Un récent moyen âge...


Au calme d'un long siècle



Au terme de la rue, un escalier pentu
Les fenêtres ouvertes, sur l’octroi des bluettes, étrillent l’air immobile à l’ombre de saisons où les enfants s’abusent de rêves multicolores.

Une latence d’été, un chemin de vertiges, la rumeur des grands-mères à l’orée de leur antre
Le fiel d’une musique aux accents mélodiques, un air d’accordéon dessillant la torpeur

Un midi provincial au calme d’un long siècle, la vogue lancinante de ces trente glorieuses
Les filles sont à l’usine et leurs mères inquiètes, passe la fourgonnette de l’épicier bougon.

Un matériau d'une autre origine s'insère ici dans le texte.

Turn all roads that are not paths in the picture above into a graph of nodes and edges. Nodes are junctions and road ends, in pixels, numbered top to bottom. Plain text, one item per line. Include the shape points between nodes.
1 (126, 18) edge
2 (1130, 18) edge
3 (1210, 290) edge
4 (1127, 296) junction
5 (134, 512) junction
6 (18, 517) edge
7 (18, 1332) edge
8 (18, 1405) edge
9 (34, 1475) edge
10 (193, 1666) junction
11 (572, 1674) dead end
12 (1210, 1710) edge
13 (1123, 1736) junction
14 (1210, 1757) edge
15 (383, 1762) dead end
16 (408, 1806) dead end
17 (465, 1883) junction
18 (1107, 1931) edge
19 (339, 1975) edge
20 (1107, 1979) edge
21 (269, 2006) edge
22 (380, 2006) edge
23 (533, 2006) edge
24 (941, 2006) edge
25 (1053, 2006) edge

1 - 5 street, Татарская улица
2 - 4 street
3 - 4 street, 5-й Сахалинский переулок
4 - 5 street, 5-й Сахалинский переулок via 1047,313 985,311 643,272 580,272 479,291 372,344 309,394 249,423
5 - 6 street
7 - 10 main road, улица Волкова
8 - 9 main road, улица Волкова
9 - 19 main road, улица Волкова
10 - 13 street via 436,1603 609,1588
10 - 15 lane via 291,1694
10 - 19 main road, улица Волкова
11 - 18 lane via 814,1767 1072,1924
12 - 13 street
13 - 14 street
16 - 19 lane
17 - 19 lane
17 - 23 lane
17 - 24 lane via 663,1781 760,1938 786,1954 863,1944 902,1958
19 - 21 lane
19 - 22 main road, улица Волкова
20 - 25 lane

Ces guerres épuisantes laminant la tendresse, entrevues sur l’écran de télés arrogantes
Arrangées sur l’étal d’un vieux réparateur qui rivé sur la mire mâchonne des cigares

Un récent moyen âge, aux retraités décents accoutrés de bleusailles, veillant sur les jardins pour houspiller les gosses à l’affût de larcins

Une insouciance grêle à l’abri des quartiers.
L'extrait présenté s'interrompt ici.